◆ INSTRUCTIONS TO FOLLOW
In the data below, count how many lines contain "Thannerpanthal" and give that number by itself.

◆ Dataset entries
________________________________________
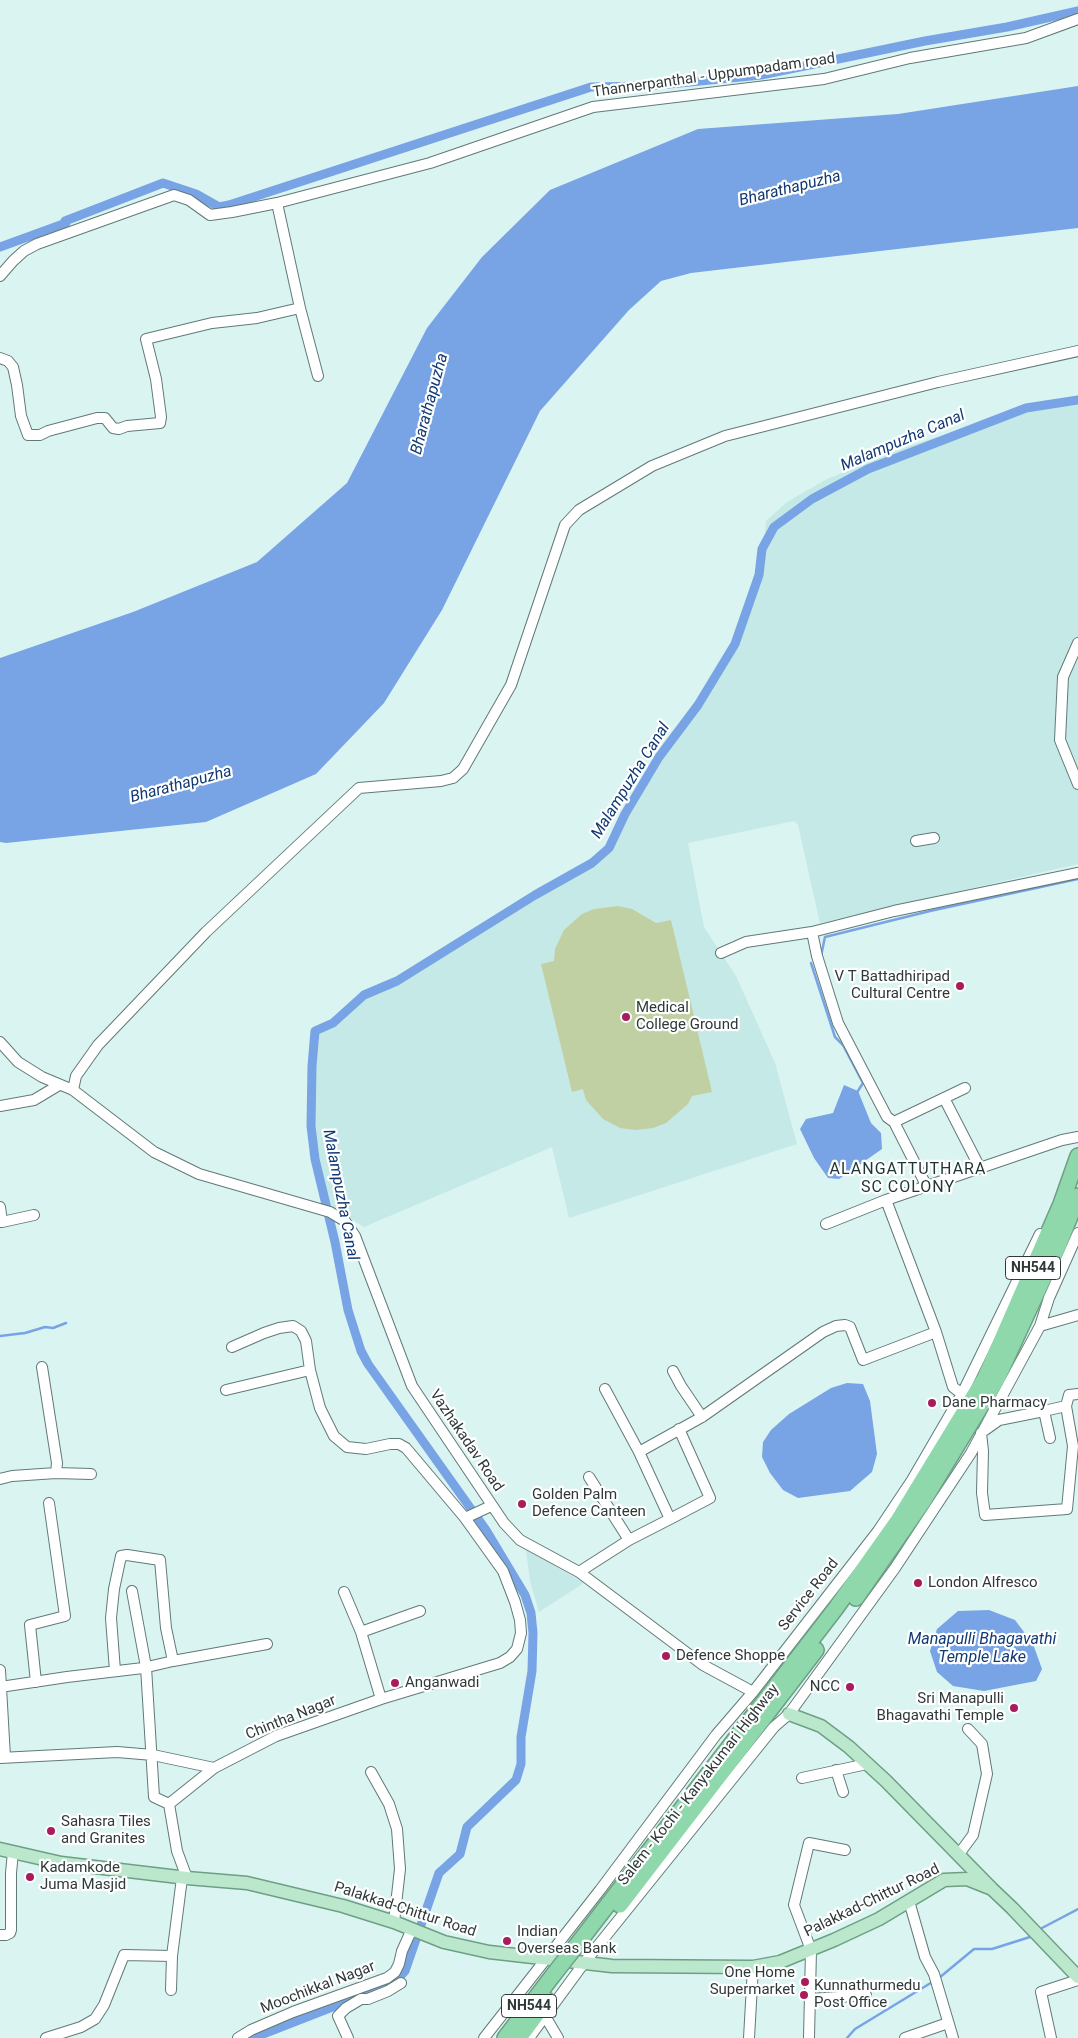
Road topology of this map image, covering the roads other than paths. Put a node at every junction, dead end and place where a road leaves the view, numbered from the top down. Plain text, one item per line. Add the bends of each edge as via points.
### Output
1 (1078, 20) edge
2 (276, 203) junction
3 (0, 276) edge
4 (300, 308) junction
5 (1078, 351) edge
6 (0, 358) edge
7 (318, 376) dead end
8 (1078, 643) edge
9 (1078, 784) edge
10 (934, 838) dead end
11 (916, 841) dead end
12 (1078, 873) edge
13 (812, 932) junction
14 (721, 953) dead end
15 (0, 1042) edge
16 (59, 1085) junction
17 (966, 1088) dead end
18 (73, 1090) junction
19 (944, 1098) junction
20 (0, 1106) edge
21 (894, 1122) junction
22 (1078, 1137) edge
23 (1078, 1156) edge
24 (980, 1168) junction
25 (926, 1187) junction
26 (1078, 1196) edge
27 (886, 1200) junction
28 (0, 1207) edge
29 (34, 1215) dead end
30 (1, 1222) edge
31 (826, 1224) dead end
32 (1078, 1231) edge
33 (1059, 1243) junction
34 (1047, 1269) junction
35 (1049, 1298) junction
36 (1078, 1315) edge
37 (1040, 1326) junction
38 (936, 1332) junction
39 (232, 1347) dead end
40 (42, 1367) dead end
41 (310, 1370) junction
42 (673, 1371) dead end
43 (605, 1389) dead end
44 (226, 1390) dead end
45 (962, 1394) junction
46 (1078, 1394) edge
47 (1066, 1406) junction
48 (1044, 1411) junction
49 (702, 1417) junction
50 (679, 1429) junction
51 (981, 1433) junction
52 (1050, 1438) dead end
53 (638, 1452) junction
54 (56, 1473) junction
55 (91, 1474) dead end
56 (589, 1477) dead end
57 (0, 1480) edge
58 (49, 1503) dead end
59 (491, 1506) junction
60 (465, 1518) junction
61 (670, 1519) junction
62 (629, 1540) junction
63 (579, 1572) junction
64 (132, 1591) dead end
65 (344, 1592) dead end
66 (420, 1611) dead end
67 (361, 1632) junction
68 (266, 1644) dead end
69 (173, 1661) junction
70 (146, 1667) junction
71 (0, 1670) edge
72 (115, 1671) junction
73 (36, 1682) junction
74 (0, 1687) edge
75 (753, 1692) junction
76 (381, 1699) junction
77 (789, 1714) junction
78 (968, 1729) dead end
79 (153, 1755) junction
80 (3, 1758) edge
81 (867, 1764) junction
82 (214, 1768) junction
83 (836, 1770) junction
84 (371, 1772) dead end
85 (802, 1778) dead end
86 (843, 1792) dead end
87 (169, 1804) junction
88 (846, 1850) dead end
89 (6, 1851) edge
90 (959, 1854) junction
91 (184, 1878) junction
92 (992, 1890) junction
93 (909, 1901) junction
94 (394, 1922) junction
95 (413, 1929) junction
96 (0, 1935) edge
97 (811, 1950) junction
98 (581, 1954) junction
99 (172, 1956) junction
100 (545, 1960) junction
101 (753, 1967) junction
102 (559, 1975) junction
103 (1078, 1979) edge
104 (401, 1983) dead end
105 (171, 1990) dead end
106 (866, 1995) dead end
107 (330, 1999) junction
108 (811, 1999) junction
109 (338, 2016) junction
110 (545, 2016) junction
111 (948, 2023) junction
112 (46, 2038) edge
113 (238, 2038) edge
114 (348, 2038) edge
115 (484, 2038) edge
116 (505, 2038) edge
117 (519, 2038) edge
118 (529, 2038) edge
119 (558, 2038) edge
120 (749, 2038) edge
121 (809, 2038) edge
122 (905, 2038) edge
123 (953, 2038) edge
124 (1051, 2038) edge

1 - 2 street, Thannerpanthal - Uppumpadam road via 1026,38 910,58 824,79 593,107 430,163
2 - 3 street, Thannerpanthal - Uppumpadam road via 210,215 182,196 161,198 38,244 18,256
2 - 4 street
4 - 6 street via 257,318 212,323 146,339 156,379 160,422 119,429 113,428 105,418 97,418 40,435 28,435 21,416 13,367
4 - 7 street
5 - 18 street via 938,382 725,436 652,466 579,510 565,525 511,685 463,769 453,778 441,781 358,788 206,932 98,1045 76,1076
8 - 9 street via 1063,677 1060,740
10 - 11 street
12 - 13 street via 894,911
13 - 14 street via 746,942
13 - 21 street via 838,1023 887,1117
15 - 16 street via 18,1062
16 - 18 street
16 - 20 street via 34,1100
17 - 19 street
18 - 59 street, Vazhakadav Road via 154,1152 199,1174 330,1212 345,1221 355,1236 412,1386
19 - 21 street
19 - 24 street
21 - 25 street
22 - 24 street
23 - 45 street, Service Road via 1065,1172 1039,1238
23 - 98 highway, Salem - Kochi - Kanyakumari Highway / NH544 via 1061,1204 985,1378 899,1519
24 - 25 street
25 - 27 street
26 - 33 highway, Salem - Kochi - Kanyakumari Highway / NH544
27 - 31 street
27 - 38 street
28 - 30 street
29 - 30 street
32 - 33 highway
32 - 35 street
33 - 34 highway, Salem - Kochi - Kanyakumari Highway / NH544
34 - 35 street
34 - 98 highway, Salem - Kochi - Kanyakumari Highway / NH544 via 996,1381 890,1551
35 - 37 street
36 - 37 street
37 - 51 street
38 - 45 street via 953,1387
38 - 49 street via 863,1360 850,1327 836,1326
39 - 41 street, Chintha Nagar via 264,1333 293,1326 301,1330 306,1341
40 - 54 street
41 - 44 street
41 - 60 street, Chintha Nagar via 320,1408 334,1436 347,1447 366,1449 399,1444 406,1448
42 - 49 street
43 - 53 street
45 - 75 street, Service Road via 878,1531
46 - 47 street via 1069,1395
47 - 48 street
47 - 51 street via 1073,1446 1067,1509 985,1515
48 - 51 street via 999,1420
48 - 52 street
49 - 50 street
50 - 53 street
50 - 61 street via 710,1498
51 - 77 street via 895,1568
53 - 61 street
54 - 55 street
54 - 57 street
56 - 62 street
58 - 73 street via 65,1616 30,1625
59 - 60 street
59 - 63 street, Vazhakadav Road via 520,1540
60 - 76 street, Chintha Nagar via 503,1571 520,1620 517,1649 500,1663
61 - 62 street
62 - 63 street
63 - 75 street, Vazhakadav Road via 703,1665
64 - 70 street
65 - 67 street
66 - 67 street
67 - 76 street
68 - 69 street
69 - 70 street
69 - 72 street via 166,1628 160,1560 121,1556 111,1618
70 - 72 street
70 - 79 street
71 - 74 street
72 - 73 street
73 - 74 street
74 - 80 street
75 - 100 street, Service Road via 716,1735
76 - 82 street, Chintha Nagar via 276,1736
77 - 81 main road, Palakkad-Chittur Road via 821,1726
77 - 98 street via 774,1727
78 - 90 street via 982,1744 987,1774 973,1835
79 - 80 street via 117,1752
79 - 82 street
79 - 87 street via 154,1797
81 - 83 street
81 - 90 main road, Palakkad-Chittur Road
82 - 87 street, Chintha Nagar
83 - 85 street
83 - 86 street
84 - 94 street via 389,1804 397,1829 400,1869
87 - 91 street
88 - 97 street via 809,1842 807,1846 794,1905
89 - 91 main road, Palakkad-Chittur Road via 61,1863
89 - 96 street via 11,1873 11,1930
90 - 92 main road, Palakkad-Chittur Road
91 - 94 main road, Palakkad-Chittur Road via 248,1883 303,1895
91 - 99 street
92 - 93 main road, Palakkad-Chittur Road via 967,1879 944,1880
92 - 103 main road, Palakkad-Chittur Road
93 - 97 main road, Palakkad-Chittur Road via 879,1919
93 - 111 street
94 - 95 main road, Palakkad-Chittur Road
95 - 100 main road, Palakkad-Chittur Road via 444,1942
95 - 107 street, Moochikkal Nagar via 395,1972
97 - 101 main road, Palakkad-Chittur Road via 780,1962
97 - 108 street
98 - 100 main road, Palakkad-Chittur Road
98 - 101 main road, Palakkad-Chittur Road via 667,1968
98 - 102 highway, Salem - Kochi - Kanyakumari Highway / NH544
98 - 110 street
99 - 105 street
99 - 112 street via 124,1955 95,2019
100 - 115 street, Service Road
101 - 120 street
102 - 116 highway, Salem - Kochi - Kanyakumari Highway / NH544
102 - 117 highway, Salem - Kochi - Kanyakumari Highway / NH544
103 - 124 street via 1041,1992
104 - 109 street via 388,1991 361,1999
106 - 108 street
107 - 109 street
107 - 113 street, Moochikkal Nagar
108 - 121 street
109 - 114 street
110 - 118 street
110 - 119 street
111 - 122 street
111 - 123 street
________________________________________
◆ REPLY TO THE EXERCISE
2